Cloudy thinking involves asking questions such as:
· Are you optimizing the size and number of your instances for your workload and responding in a timely fashion to surges and down times?
· Have you increased the redundancy of your cloud resources to remove single points of failure?
· Are you taking advantage of your cloud provider’s different pricing structures?
· And perhaps most important: Do your infrastructure and application provide the information you need to make these decisions?
For example, perhaps you are moving away from a monolithic application with a login function to a login service used by all product teams throughout your organization. In the old model, you had to buy the servers you needed for the maximum load. But now you can instrument your system so that when demand increases, so does the size of your infrastructure — and when it decreases, you adjust again, saving money.
DiMarco points out that optimizing for cost is not only about saving money; it also reduces financial and technical risk and encourages innovation. According to DiMarco, “Treating compute as an operational expense allows StockTwits to deliver software at a much higher velocity, and to iterate much more quickly and safely. It also gives us the freedom to experiment and tinker with new ideas in ways that we never could before.”
This cloudy thinking best practice is applicable to an IT group’s culture, as well. If you’ve got employees with overlapping skill sets (for example, people with varying, complementary amounts of development, testing, and security experience), then you’ve increased flexibility and reduced bottlenecks and costs. If you also promote and fund a learning culture, then you can keep your employees engaged. Taking such steps empowers your people to come up with creative ways to continuously improve not only your product pipeline, but also your bottom line.
For best results, your cloud infrastructure should not replicate your datacenter. Instead, it should provide only the services required by your application. Because you are now using on-demand computing resources, be sure you are monitoring them to detect when you need more resources to satisfy customer demand, and when you can decrease them or turn them off entirely during slower periods.

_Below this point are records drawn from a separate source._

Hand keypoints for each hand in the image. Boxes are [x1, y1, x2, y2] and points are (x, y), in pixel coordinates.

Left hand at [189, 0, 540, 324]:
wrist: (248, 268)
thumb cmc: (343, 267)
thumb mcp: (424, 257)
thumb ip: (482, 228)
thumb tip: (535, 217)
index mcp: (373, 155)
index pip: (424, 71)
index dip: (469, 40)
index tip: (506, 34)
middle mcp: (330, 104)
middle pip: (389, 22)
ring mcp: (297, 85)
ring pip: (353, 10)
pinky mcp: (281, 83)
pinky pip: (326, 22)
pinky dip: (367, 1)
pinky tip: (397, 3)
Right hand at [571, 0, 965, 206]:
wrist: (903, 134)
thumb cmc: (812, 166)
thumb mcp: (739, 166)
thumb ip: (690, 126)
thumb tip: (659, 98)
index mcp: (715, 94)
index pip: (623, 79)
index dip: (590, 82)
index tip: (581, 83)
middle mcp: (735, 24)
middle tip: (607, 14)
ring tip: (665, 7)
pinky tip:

Implementing this best practice as they migrated to AWS was a game-changer for StockTwits. “Suddenly we could scale arbitrarily and roll back with ease,” recounts DiMarco. “We could leverage Auto Scaling Groups to scale elastically with demand, instead of over-provisioning and praying we didn’t get a sudden traffic burst.”
Similarly, your IT group can be scalable. Again, hire for and encourage overlapping skillsets. Decrease (or, better yet, remove entirely) any functional-area silos by creating cross-department teams that make sense for your organization. You might research the DevOps and DevSecOps cultural philosophies, for example, to see if one of them would be a good fit. And, just as in your infrastructure, you can monitor your teams’ workloads and processes, and redeploy people as needed.
Reduce the need for individual heroes and their heroics. Instead, aim for teams that get their work done close enough to schedule and budget to allow for weekends off, vacation time, and the other benefits that lead to healthy and happy employees. In other words: own the productivity of your teams.
“Think services, not servers”
There’s a saying in the cloud world: Think services, not servers. But what does it mean? To most effectively use the cloud, you must regard your computing resources as disposable. This may be a big change from the servers you bought in the past for thousands of dollars and treated as pets, complete with clever naming schemes.
In other words, instead of computing resources and monolithic programs, think of services that can complete a single task, and that can be combined with other services as needed to complete a bigger series of tasks, and so on, until you’ve built an application.
“Envisioning and building systems as autonomous pieces with independent lifecycles reduces inertia,” says DiMarco, “which lets StockTwits innovate more quickly, and also allows us to scale in a more granular and effective manner.”
“Think services, not servers” extends to security concerns, too. Each service can be responsible for its own security within the security matrix. If each component is individually following security best practices, then someone trying to subvert your system has to work through each layer before achieving success.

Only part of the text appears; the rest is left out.